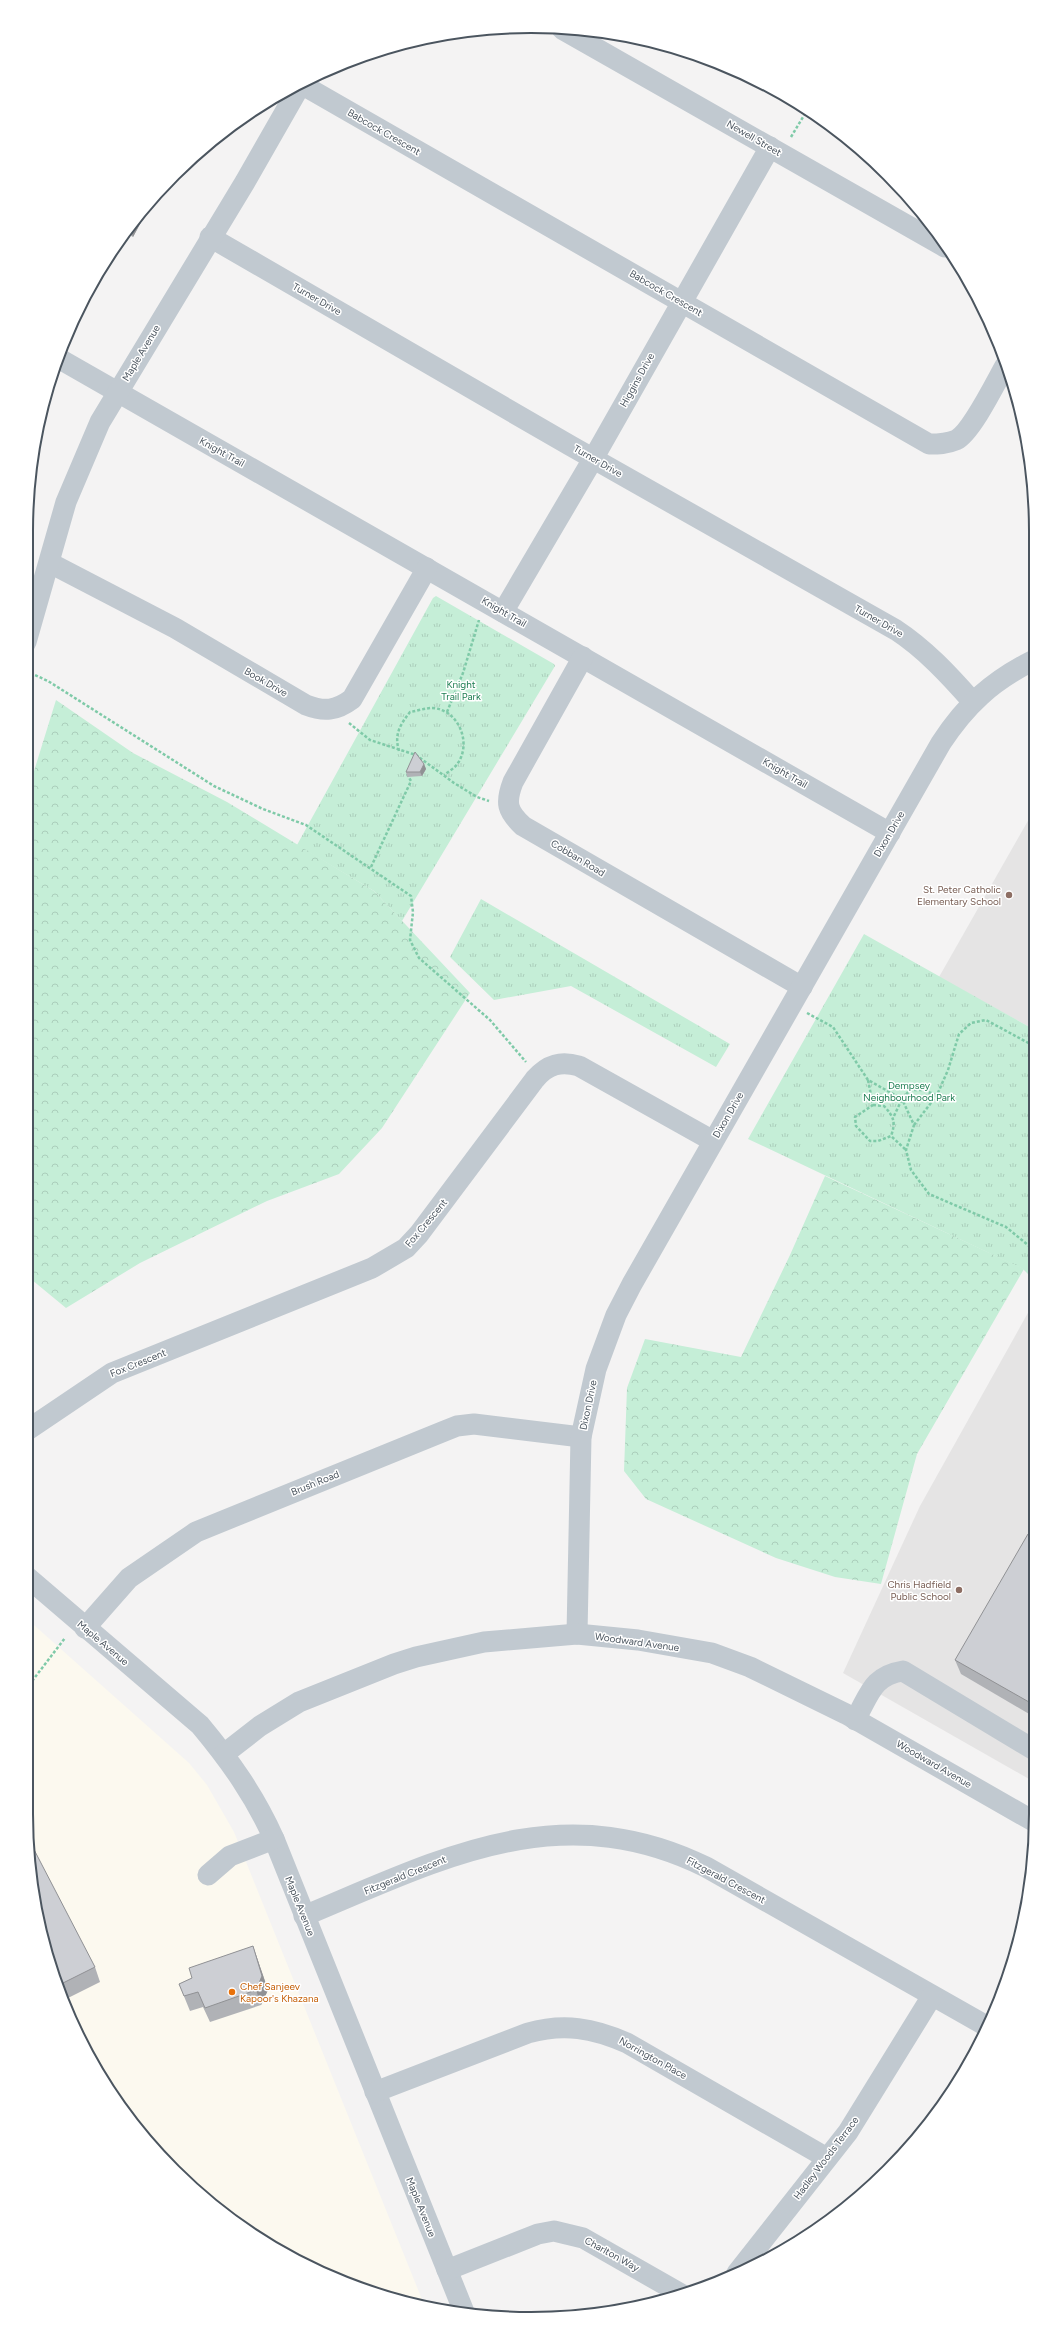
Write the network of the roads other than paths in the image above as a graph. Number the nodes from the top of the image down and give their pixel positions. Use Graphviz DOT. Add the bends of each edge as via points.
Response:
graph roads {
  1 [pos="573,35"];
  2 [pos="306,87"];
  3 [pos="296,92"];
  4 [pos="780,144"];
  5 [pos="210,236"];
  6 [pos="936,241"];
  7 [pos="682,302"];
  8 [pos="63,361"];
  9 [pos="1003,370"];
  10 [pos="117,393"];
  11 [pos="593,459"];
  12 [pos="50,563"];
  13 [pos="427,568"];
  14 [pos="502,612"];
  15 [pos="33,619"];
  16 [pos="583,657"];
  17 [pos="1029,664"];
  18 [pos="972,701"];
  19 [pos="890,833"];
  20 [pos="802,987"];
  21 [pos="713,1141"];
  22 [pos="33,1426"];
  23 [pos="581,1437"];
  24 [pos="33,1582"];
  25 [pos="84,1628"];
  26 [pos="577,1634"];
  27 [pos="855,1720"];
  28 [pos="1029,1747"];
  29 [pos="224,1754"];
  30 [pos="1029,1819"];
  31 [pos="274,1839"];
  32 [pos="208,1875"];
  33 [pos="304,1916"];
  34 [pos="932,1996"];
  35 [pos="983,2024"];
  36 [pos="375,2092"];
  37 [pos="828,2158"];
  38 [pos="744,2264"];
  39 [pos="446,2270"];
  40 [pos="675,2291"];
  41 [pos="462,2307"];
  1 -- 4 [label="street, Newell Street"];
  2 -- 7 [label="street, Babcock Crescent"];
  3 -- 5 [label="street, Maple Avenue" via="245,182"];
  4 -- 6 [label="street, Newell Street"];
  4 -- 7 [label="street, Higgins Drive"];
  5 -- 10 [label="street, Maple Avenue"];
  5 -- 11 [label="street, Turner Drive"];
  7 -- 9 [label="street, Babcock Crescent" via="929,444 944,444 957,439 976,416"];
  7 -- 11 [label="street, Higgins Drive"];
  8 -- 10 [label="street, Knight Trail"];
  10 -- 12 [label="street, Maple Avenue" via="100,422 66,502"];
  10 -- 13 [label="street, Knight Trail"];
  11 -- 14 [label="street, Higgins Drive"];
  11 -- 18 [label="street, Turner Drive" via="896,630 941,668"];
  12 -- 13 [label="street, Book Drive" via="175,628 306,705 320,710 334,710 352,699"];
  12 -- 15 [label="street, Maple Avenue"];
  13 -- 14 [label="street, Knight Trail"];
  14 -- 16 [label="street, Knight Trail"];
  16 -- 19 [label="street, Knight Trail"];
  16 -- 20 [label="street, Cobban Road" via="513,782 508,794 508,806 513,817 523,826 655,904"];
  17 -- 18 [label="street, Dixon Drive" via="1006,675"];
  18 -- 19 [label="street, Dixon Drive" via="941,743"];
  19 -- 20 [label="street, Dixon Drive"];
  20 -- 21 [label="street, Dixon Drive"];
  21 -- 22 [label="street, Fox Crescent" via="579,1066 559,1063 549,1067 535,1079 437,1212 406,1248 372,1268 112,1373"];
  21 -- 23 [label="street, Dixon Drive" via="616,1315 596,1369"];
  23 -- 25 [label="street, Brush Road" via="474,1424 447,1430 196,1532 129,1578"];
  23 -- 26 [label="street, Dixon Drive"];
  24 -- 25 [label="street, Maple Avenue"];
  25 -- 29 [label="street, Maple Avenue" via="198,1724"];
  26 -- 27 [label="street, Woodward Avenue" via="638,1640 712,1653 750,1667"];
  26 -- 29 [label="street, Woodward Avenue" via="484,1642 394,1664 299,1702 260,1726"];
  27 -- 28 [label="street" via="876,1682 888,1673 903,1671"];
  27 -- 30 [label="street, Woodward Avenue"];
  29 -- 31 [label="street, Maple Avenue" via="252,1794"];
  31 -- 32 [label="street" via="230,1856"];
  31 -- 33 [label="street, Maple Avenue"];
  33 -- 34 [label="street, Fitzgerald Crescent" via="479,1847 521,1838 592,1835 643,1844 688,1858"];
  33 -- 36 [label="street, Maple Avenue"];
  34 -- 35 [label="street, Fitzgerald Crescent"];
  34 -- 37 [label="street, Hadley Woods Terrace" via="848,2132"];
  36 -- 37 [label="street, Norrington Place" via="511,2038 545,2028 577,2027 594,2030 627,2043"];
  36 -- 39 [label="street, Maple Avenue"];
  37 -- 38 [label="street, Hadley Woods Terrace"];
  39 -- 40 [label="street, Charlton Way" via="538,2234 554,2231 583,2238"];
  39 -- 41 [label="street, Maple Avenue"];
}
######
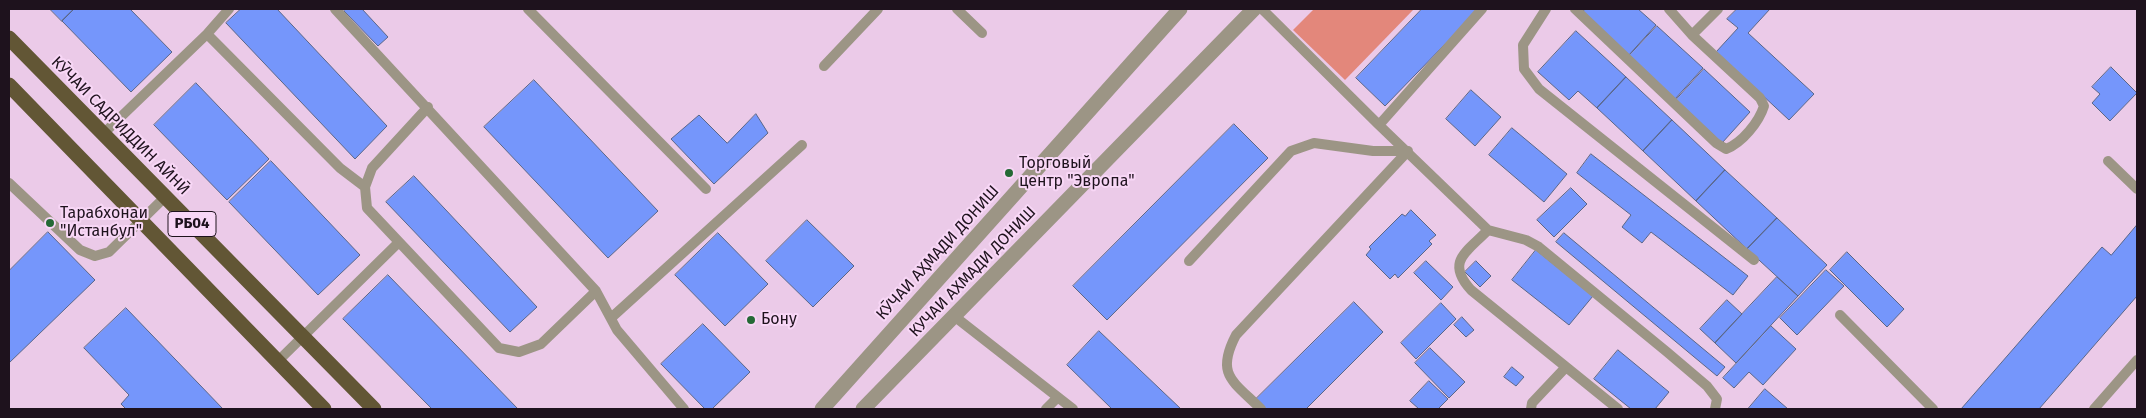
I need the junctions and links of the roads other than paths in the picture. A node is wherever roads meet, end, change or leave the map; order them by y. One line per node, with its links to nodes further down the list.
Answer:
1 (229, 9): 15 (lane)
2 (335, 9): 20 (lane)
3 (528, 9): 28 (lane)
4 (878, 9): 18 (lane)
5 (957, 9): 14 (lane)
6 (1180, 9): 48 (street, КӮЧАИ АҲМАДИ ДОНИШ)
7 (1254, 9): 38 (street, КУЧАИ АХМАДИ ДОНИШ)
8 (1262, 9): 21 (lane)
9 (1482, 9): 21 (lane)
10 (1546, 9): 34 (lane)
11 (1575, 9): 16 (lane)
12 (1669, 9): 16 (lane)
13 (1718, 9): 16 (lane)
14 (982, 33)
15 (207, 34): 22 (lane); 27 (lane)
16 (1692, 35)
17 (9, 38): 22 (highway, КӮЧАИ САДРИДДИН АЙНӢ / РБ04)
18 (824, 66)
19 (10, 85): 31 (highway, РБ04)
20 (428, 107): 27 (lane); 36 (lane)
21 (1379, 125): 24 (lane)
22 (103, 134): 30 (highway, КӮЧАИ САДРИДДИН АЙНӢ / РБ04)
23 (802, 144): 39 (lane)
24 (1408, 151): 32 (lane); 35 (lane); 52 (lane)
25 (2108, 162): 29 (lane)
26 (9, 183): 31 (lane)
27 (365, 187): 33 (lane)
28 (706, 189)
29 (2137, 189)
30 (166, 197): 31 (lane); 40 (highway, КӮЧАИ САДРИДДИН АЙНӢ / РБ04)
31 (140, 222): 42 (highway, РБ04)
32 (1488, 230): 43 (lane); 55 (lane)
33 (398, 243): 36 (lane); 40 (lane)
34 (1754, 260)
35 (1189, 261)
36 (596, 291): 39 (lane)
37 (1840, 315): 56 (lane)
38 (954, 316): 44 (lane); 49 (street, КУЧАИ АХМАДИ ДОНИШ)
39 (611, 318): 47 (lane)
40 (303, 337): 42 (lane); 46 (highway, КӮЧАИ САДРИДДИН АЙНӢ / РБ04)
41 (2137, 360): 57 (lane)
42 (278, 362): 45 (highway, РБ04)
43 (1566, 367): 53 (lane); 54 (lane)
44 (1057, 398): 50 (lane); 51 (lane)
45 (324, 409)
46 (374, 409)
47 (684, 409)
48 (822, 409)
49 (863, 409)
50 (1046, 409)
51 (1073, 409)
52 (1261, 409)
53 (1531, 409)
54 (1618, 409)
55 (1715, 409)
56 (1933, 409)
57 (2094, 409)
######
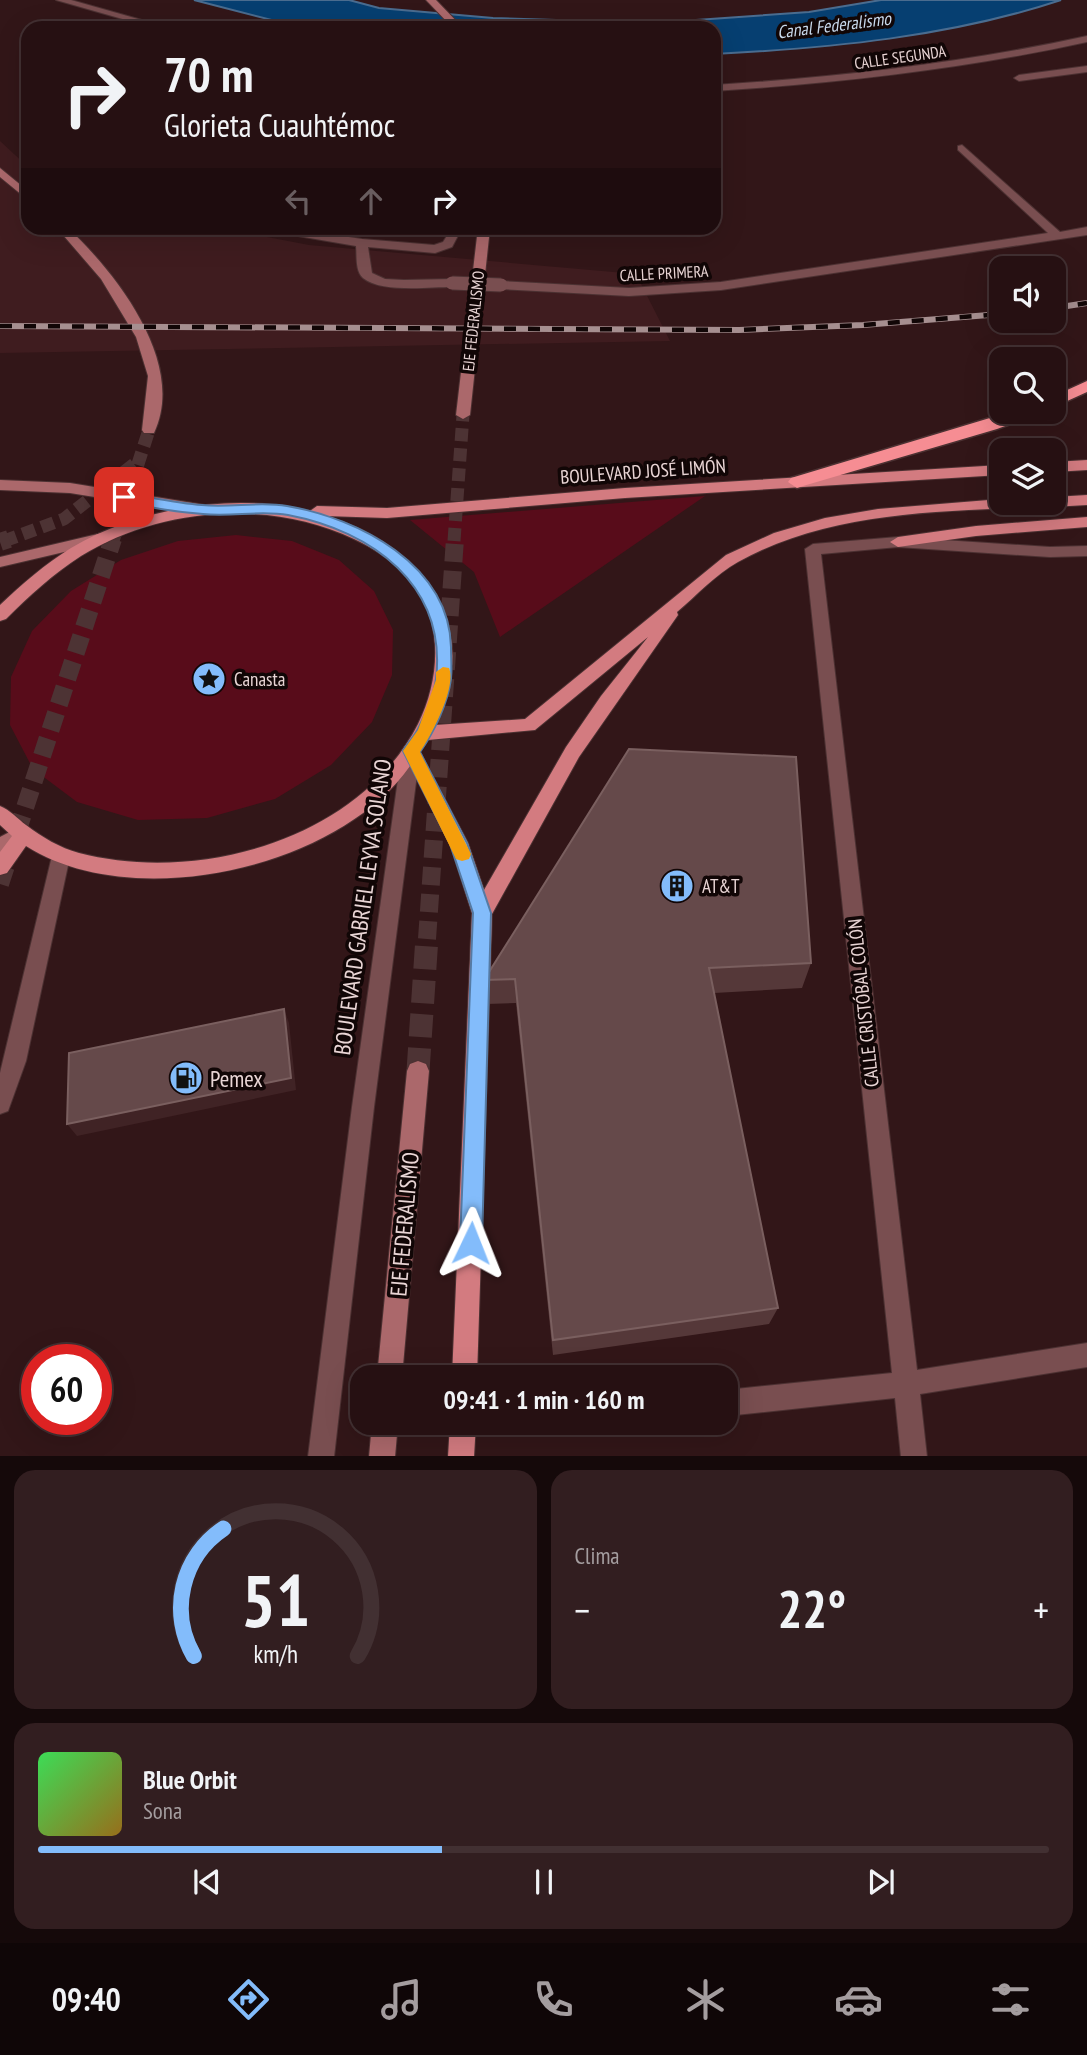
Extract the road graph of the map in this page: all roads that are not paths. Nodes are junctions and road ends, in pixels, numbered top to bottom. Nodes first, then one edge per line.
######
◆ Task directions
Every line of the records that includes the word "down" should be gathered.

◆ Solution to this exercise
Write the network of the roads other than paths in the image above as a graph. Number the nodes from the top of the image down and give their pixel positions. Use Graphviz DOT. Add the bends of each edge as via points.
I need the junctions and links of the roads other than paths in the picture. A node is wherever roads meet, end, change or leave the map; order them by y. One line per node, with its links to nodes further down the list.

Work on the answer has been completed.